## RECORDS FOR THIS TASK
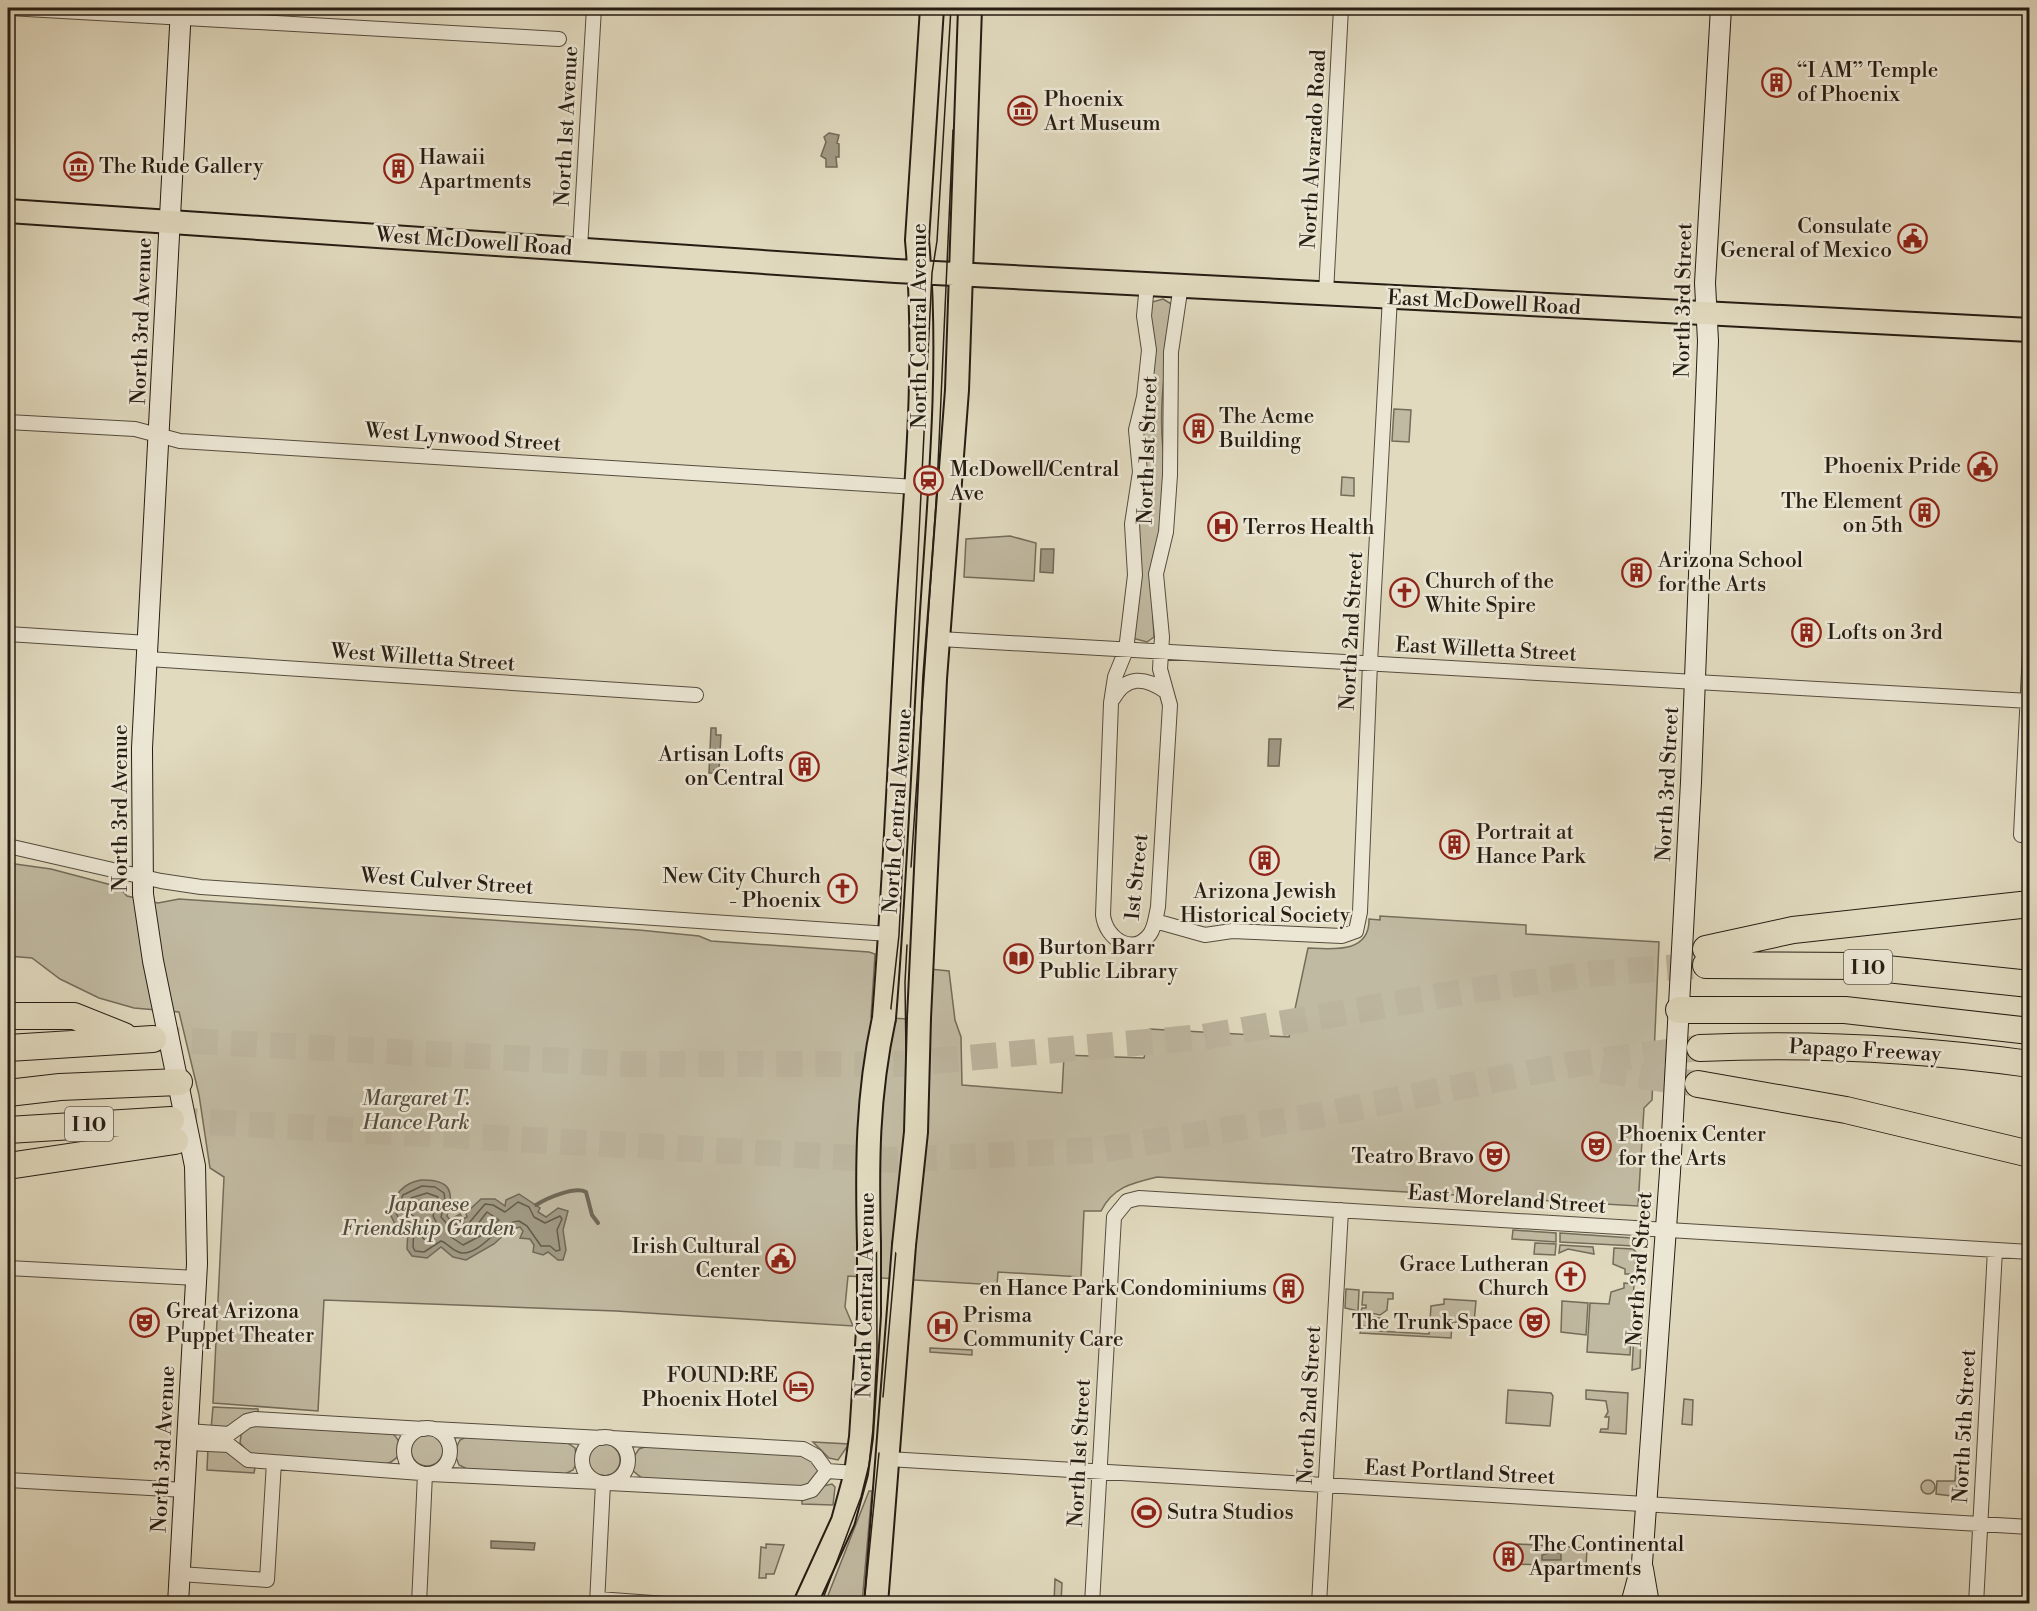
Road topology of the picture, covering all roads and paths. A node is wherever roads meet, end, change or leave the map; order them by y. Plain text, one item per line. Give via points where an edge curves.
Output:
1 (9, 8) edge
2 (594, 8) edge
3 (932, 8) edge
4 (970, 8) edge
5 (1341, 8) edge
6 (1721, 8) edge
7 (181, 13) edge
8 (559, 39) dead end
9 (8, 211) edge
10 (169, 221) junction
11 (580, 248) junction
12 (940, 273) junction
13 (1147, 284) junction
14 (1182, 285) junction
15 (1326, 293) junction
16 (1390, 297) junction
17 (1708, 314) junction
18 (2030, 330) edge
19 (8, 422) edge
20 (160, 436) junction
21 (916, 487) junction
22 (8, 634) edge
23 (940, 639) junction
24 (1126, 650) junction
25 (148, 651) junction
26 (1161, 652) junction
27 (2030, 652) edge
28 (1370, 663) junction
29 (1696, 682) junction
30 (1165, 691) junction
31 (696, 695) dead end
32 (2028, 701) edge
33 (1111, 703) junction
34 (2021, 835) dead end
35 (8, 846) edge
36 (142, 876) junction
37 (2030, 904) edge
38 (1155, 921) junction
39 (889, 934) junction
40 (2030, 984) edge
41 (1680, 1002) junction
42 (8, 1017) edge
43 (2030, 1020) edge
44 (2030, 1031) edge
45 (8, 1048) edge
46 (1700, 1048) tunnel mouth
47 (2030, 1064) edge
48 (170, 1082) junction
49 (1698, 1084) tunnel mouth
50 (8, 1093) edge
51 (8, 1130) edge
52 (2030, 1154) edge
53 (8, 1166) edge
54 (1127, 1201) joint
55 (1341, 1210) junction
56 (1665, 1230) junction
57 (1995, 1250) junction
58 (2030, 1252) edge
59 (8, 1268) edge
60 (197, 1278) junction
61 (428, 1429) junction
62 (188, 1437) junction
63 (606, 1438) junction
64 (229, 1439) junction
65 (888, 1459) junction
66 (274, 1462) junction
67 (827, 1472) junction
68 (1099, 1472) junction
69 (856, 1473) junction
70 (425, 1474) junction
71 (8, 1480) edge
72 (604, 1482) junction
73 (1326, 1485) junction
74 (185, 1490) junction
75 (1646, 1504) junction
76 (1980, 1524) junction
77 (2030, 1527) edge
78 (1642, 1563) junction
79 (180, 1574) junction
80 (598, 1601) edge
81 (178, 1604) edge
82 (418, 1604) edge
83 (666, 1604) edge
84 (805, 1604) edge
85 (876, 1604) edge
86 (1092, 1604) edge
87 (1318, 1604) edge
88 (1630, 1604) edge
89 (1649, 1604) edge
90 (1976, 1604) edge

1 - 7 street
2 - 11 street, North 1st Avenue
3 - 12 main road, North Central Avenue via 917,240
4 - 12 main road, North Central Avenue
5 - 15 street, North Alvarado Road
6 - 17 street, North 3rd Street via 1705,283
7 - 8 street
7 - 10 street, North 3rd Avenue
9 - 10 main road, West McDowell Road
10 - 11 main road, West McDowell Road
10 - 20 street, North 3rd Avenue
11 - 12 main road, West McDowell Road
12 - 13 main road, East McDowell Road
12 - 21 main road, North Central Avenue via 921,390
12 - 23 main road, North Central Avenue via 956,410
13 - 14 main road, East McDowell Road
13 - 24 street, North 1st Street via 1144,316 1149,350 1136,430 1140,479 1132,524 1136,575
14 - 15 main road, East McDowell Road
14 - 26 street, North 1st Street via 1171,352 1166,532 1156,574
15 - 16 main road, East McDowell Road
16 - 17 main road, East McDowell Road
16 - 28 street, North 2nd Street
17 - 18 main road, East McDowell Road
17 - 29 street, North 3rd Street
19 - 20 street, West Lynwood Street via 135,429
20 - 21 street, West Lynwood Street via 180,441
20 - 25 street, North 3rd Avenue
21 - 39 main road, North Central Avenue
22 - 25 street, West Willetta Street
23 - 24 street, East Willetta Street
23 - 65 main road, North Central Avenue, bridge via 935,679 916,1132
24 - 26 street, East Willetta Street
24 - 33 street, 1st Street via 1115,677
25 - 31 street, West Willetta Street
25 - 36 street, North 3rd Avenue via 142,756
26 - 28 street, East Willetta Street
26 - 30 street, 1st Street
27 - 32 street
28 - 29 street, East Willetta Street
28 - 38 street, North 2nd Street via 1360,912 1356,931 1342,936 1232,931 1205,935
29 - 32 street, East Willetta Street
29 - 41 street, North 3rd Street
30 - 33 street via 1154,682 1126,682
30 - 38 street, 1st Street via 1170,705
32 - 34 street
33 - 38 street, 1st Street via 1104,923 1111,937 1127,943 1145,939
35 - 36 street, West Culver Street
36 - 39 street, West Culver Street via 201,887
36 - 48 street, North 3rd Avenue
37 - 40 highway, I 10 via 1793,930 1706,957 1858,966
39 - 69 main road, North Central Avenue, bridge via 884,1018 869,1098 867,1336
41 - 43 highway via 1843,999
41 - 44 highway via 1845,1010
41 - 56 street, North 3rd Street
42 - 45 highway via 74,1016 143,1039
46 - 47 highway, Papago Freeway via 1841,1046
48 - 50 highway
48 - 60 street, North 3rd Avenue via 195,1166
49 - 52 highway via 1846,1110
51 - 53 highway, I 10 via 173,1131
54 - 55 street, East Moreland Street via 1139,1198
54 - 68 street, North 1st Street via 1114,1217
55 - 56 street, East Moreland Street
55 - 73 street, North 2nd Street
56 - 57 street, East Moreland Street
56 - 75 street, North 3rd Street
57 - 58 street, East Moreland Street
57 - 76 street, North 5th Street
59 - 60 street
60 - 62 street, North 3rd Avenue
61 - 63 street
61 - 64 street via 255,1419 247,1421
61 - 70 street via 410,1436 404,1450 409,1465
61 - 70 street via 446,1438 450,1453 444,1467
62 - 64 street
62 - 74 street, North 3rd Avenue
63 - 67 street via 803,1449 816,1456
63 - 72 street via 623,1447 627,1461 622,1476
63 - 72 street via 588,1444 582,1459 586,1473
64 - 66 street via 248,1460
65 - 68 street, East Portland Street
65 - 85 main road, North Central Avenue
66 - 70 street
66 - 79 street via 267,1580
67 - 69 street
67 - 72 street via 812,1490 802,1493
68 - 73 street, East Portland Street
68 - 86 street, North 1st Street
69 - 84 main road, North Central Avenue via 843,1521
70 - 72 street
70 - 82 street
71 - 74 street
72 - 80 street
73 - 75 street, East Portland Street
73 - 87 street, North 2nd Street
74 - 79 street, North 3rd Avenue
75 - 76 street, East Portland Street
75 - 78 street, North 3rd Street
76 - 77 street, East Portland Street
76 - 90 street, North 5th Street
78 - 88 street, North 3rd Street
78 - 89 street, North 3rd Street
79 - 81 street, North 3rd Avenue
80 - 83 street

## DIRECTIONS FOR THIS TASK
Copy each line of the listing above that includes the word "West".

## RESPONSE AREA
9 - 10 main road, West McDowell Road
10 - 11 main road, West McDowell Road
11 - 12 main road, West McDowell Road
19 - 20 street, West Lynwood Street via 135,429
20 - 21 street, West Lynwood Street via 180,441
22 - 25 street, West Willetta Street
25 - 31 street, West Willetta Street
35 - 36 street, West Culver Street
36 - 39 street, West Culver Street via 201,887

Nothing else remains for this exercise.